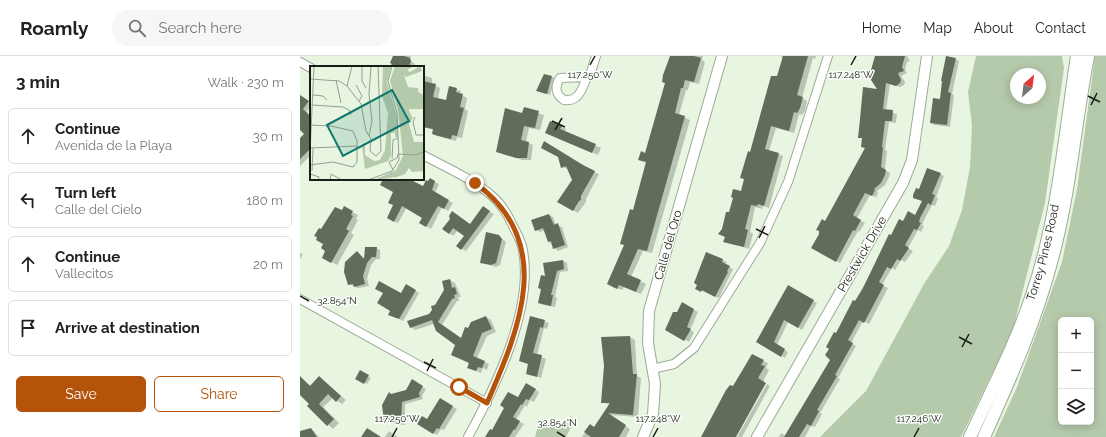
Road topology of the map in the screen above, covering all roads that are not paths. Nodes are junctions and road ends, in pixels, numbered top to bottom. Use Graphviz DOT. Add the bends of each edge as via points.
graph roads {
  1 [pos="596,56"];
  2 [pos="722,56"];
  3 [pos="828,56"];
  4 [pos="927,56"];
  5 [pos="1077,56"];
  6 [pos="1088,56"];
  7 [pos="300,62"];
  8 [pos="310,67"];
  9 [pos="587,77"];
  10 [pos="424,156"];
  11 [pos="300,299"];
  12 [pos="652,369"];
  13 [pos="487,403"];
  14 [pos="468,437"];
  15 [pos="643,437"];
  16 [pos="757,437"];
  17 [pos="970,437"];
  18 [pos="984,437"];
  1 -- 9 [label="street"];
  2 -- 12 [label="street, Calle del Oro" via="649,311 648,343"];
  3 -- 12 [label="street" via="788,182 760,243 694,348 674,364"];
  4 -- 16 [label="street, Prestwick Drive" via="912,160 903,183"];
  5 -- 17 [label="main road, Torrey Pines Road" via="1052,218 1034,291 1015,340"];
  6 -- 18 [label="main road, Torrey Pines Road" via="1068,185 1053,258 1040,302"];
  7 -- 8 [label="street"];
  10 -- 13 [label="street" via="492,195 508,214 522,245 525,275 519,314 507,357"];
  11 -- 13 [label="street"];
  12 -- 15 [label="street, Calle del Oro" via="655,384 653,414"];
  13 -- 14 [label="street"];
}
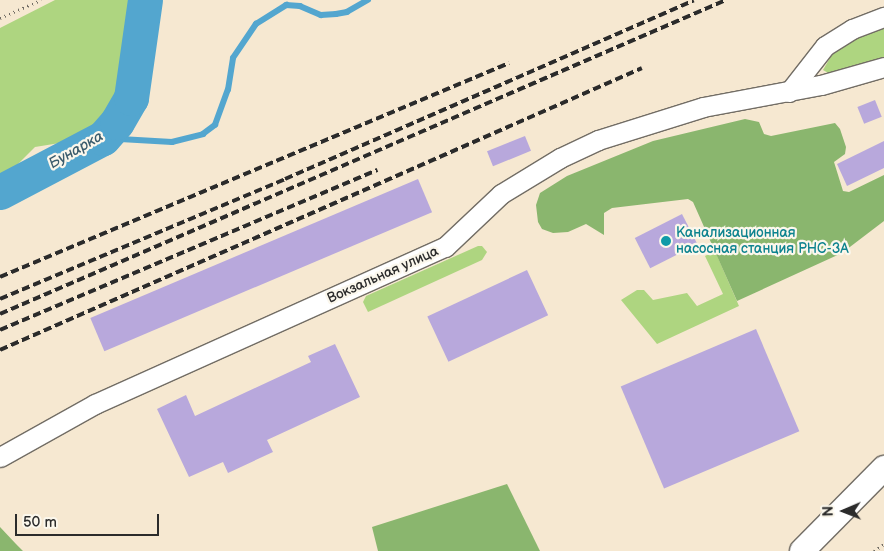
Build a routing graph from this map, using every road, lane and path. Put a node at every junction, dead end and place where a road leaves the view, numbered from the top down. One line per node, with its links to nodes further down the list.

——————————

THE PROBLEM: Each line above should be written out again exactly, without any image.

FINISHED EXERCISE:
Road topology of the map in the screen above, covering all roads that are not paths. Nodes are junctions and road ends, in pixels, numbered top to bottom. Use Graphviz DOT. Add the bends of each edge as via points.
graph roads {
  1 [pos="596,56"];
  2 [pos="722,56"];
  3 [pos="828,56"];
  4 [pos="927,56"];
  5 [pos="1077,56"];
  6 [pos="1088,56"];
  7 [pos="300,62"];
  8 [pos="310,67"];
  9 [pos="587,77"];
  10 [pos="424,156"];
  11 [pos="300,299"];
  12 [pos="652,369"];
  13 [pos="487,403"];
  14 [pos="468,437"];
  15 [pos="643,437"];
  16 [pos="757,437"];
  17 [pos="970,437"];
  18 [pos="984,437"];
  1 -- 9 [label="street"];
  2 -- 12 [label="street, Calle del Oro" via="649,311 648,343"];
  3 -- 12 [label="street" via="788,182 760,243 694,348 674,364"];
  4 -- 16 [label="street, Prestwick Drive" via="912,160 903,183"];
  5 -- 17 [label="main road, Torrey Pines Road" via="1052,218 1034,291 1015,340"];
  6 -- 18 [label="main road, Torrey Pines Road" via="1068,185 1053,258 1040,302"];
  7 -- 8 [label="street"];
  10 -- 13 [label="street" via="492,195 508,214 522,245 525,275 519,314 507,357"];
  11 -- 13 [label="street"];
  12 -- 15 [label="street, Calle del Oro" via="655,384 653,414"];
  13 -- 14 [label="street"];
}
Build a routing graph from this map, using every road, lane and path. Put a node at every junction, dead end and place where a road leaves the view, numbered from the top down. One line per node, with its links to nodes further down the list.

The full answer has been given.